The Roman Curia consists of institutions which assist the Holy Father in the government of the Church: Secretariat of State (divided into Section of General Affairs and Section for the Relations with the States); Congregations (for the Doctrine of the Faith, for Oriental Churches, for Divine Worship and Discipline of the Sacraments, for the Causes of Saints, for Bishops, for the Evangelization of Peoples, for the Clergy, for Institutes of Consecrated Life and Societies of Apostolic Life, for Catholic Education); Pontifical Councils (for the Laity, for Promoting Christian Unity, for the Family, for Justice and Peace, "Cor Unum", for the Pastoral Care of Migrants and Itinerant People, for the Pastoral Assistance of Health Care Workers, for Legislative Texts, for Inter-religious Dialogue, for Culture, for Social Communications); Tribunals (Apostolic Penitentiary, Supreme Tribunal of the Apostolic Signature, Roman Rota); Offices (Apostolic Chamber,  Administration of the Patrimony of the Apostolic See, Prefecture of the Economic Affairs of the Holy See);  Other Institutions of the Roman Curia (Prefecture of the Pontifical Household, Office of Papal Liturgical Celebrations, Holy See Press Office, Central Statistics Office of the Church); Pontifical Commissions (for the Cultural Heritage of the Church, for Sacred Archeology, Biblical, for the Revision and the Emendation of the Vulgate, "Ecclesia Dei"); Pontifical Committees and the Commissions of Cardinals;  Institutions connected with the Holy See (Vatican Secret Archives, Vatican Apostolic Library, Vatican Typography, L’Osservatore Romano, Vatican Publishing House (Libreria Editrice Vaticana), Radio Vatican, Vatican Television Center, Fabric of Saint Peter’s, Office of Papal Charities), Labor Office of the Apostolic See, Pontifical Administrations and Delegations.

c) Negara Kota Vatican adalah hasil dari persetujuan Lateran antara Tahta Suci dengan kerajaan Itali tahun 1929. Tahta Suci mempunyai hak atas kota Vatican secara penuh, sehingga Paus dapat mengatur Gereja Katolik di seluruh dunia.

The State of Vatican City came into existence with the Lateran Treaty between the Holy See and the Kingdom of Italy  on 11 February 1929 and ratified on 7 June 1929, by which Italy recognized the full property rights and exclusive sovereignty on the Vatican as it is made up at present.  It is a very small territorial entity, with the purpose of making it possible for the Pope to exercise freely his Ministry of governing the universal Church   .

2) Dubes/nuncio berkonotasi politik dan bukan keagamaan?

Nuncio atau apostolic nuncio adalah perwakilan dari Paus atau duta besar yang ditunjuk oleh Paus sebagai wakilnya di negara tertentu.
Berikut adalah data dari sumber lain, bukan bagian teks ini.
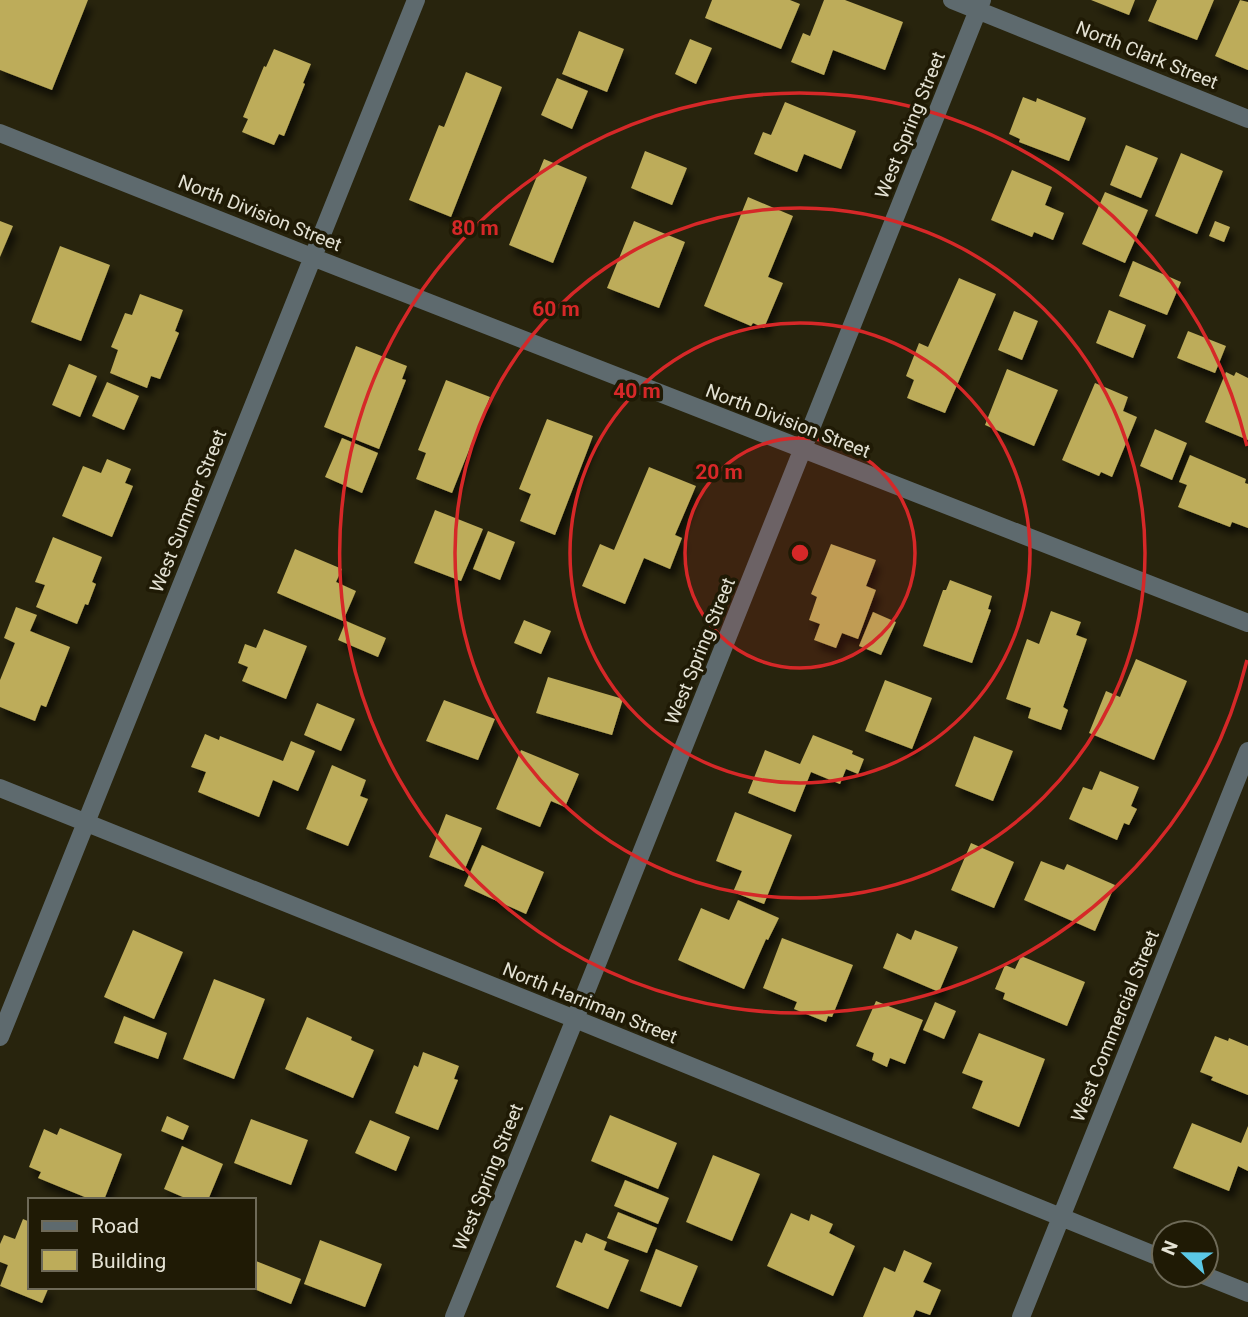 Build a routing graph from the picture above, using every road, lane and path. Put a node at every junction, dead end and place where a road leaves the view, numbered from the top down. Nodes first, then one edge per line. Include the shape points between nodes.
1 (416, 0) edge
2 (952, 0) edge
3 (980, 5) edge
4 (1248, 118) edge
5 (0, 133) edge
6 (312, 257) junction
7 (803, 449) junction
8 (1248, 623) edge
9 (1248, 751) edge
10 (0, 788) edge
11 (87, 823) junction
12 (575, 1019) junction
13 (0, 1037) edge
14 (1061, 1218) junction
15 (1150, 1253) edge
16 (1220, 1282) edge
17 (1248, 1293) edge
18 (454, 1317) edge
19 (1021, 1317) edge

1 - 6 street, West Summer Street
2 - 3 street, North Clark Street
3 - 4 street, North Clark Street
3 - 7 street, West Spring Street
5 - 6 street, North Division Street
6 - 7 street, North Division Street
6 - 11 street, West Summer Street
7 - 8 street, North Division Street
7 - 12 street, West Spring Street
9 - 14 street, West Commercial Street
10 - 11 street, North Harriman Street
11 - 12 street, North Harriman Street
11 - 13 street, West Summer Street
12 - 14 street, North Harriman Street
12 - 18 street, West Spring Street
14 - 15 street, North Harriman Street
14 - 19 street, West Commercial Street
16 - 17 street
Tugas dari nuncio ini adalah untuk melindungi kepentingan dari Tahta Suci, baik diplomatik maupun urusan gereja. Dari definisi ini, jelas jabatan nuncio bukan hanya mengatur urusan diplomatik namun juga keagamaan. Bahkan dapat dikatakan bahwa urusan diplomatik yang diembannya senantiasa berkaitan dengan kepentingan keagamaan. Seperti seorang duta besar yang memperjuangkan dan melindungi kepentingan negara yang diwakilinya, maka seorang nuncio harus memperjuangkan dan melindungi kepentingan Tahta Suci, yaitu untuk menjadikan Gereja sebagai Sakramen Keselamatan bagi seluruh bangsa dengan cara memberitakan Kristus.
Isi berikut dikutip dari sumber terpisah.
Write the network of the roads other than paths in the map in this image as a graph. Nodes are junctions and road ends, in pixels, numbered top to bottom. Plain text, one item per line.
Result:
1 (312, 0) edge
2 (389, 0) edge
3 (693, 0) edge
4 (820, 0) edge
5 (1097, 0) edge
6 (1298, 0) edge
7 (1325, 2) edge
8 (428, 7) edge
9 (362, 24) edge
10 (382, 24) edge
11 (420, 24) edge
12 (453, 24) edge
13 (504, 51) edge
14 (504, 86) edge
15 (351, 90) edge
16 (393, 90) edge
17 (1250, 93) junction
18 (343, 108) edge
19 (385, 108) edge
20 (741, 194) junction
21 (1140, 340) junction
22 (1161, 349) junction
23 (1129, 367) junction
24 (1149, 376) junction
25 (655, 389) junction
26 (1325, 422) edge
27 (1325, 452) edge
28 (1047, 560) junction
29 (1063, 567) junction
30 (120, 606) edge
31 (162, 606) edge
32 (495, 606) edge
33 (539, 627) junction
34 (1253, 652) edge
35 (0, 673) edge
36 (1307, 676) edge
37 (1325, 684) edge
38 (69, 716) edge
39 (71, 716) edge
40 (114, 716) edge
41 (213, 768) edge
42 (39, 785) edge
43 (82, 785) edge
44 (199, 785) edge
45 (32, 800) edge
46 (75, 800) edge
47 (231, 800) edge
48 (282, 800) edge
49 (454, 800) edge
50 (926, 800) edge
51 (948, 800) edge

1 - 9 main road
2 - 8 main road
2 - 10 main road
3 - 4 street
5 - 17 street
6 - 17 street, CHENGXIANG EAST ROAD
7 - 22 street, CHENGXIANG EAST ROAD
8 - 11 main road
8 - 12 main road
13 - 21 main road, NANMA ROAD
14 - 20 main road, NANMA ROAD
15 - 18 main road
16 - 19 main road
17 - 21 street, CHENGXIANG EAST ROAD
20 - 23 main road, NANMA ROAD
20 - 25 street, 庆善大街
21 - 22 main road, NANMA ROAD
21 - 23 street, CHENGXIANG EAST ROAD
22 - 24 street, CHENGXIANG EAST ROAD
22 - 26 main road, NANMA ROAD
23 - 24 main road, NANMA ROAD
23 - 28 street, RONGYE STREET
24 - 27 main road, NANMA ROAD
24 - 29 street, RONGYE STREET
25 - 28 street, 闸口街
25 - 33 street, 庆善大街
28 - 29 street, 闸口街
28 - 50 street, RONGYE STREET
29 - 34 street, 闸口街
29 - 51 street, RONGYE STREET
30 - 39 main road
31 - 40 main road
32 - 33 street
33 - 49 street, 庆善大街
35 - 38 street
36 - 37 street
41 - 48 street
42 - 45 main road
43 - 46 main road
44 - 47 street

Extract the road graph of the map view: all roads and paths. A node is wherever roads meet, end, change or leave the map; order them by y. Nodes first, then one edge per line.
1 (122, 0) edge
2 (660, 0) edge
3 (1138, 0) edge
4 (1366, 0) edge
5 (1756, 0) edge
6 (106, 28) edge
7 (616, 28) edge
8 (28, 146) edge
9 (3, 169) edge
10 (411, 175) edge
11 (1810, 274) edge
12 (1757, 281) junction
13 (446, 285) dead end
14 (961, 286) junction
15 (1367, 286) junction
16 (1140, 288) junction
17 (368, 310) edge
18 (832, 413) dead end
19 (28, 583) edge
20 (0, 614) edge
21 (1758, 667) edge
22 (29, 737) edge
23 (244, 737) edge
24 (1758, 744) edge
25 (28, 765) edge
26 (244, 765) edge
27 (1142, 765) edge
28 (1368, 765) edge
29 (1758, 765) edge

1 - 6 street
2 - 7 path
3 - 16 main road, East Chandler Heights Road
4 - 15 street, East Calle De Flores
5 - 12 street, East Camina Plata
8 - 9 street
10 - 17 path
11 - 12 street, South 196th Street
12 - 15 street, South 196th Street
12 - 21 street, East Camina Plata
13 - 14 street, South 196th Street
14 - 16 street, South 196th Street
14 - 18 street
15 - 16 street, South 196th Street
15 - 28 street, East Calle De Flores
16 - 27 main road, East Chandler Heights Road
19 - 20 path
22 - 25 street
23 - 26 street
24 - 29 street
3) Gereja Katolik di China

Saya tidak terlalu mendalami tentang topik ini secara mendalam. Namun yang saya tahu secara sekilas adalah sebagai berikut: Gereja Katolik yang diakui oleh pemerintahan Cina adalah Gereja Katolik Patriotik (patriotic church). Uskup dari Patriotic Church ini ditunjuk oleh pemerintah Cina, namun biasanya uskup tersebut meminta restu dari Roma. Sedangkan Gereja yang lain adalah Gereja Katolik bawah tanah, yang setia terhadap Roma.

Paus Benediktus XVI melalui surat pastoralnya berusaha untuk merangkul umat Katolik di Cina dan pada saat bersamaan berusaha untuk mengadakan relasi diplomatik antara Tahta Suci dengan pemerintahan Cina. Yang menjadi masalah adalah Pemerintah Cina bersikeras untuk menunjuk uskup tanpa persetujuan Roma, sedangkan Roma mengatakan bahwa penunjukkan uskup adalah hak Paus, dan penunjukan uskup bukanlah untuk merubah struktur negara namun untuk memberitakan Kristus.

Lebih lanjut dalam suratnya, Paus Benediktus XVI mengatakan "that concrete forms of communication and cooperation between the Holy See and the People’s Republic of China may soon be established". (sumber: silakan klik).

Kita turut mendoakan Gereja Katolik di Cina, agar mereka dapat terus bertumbuh di dalam iman walaupun dalam kondisi yang sulit. Kita percaya bahwa berkat Tuhan dicurahkan secara luar biasa dalam kondisi-kondisi yang sulit.

Semoga uraian di atas dapat menjawab pertanyaan Michael.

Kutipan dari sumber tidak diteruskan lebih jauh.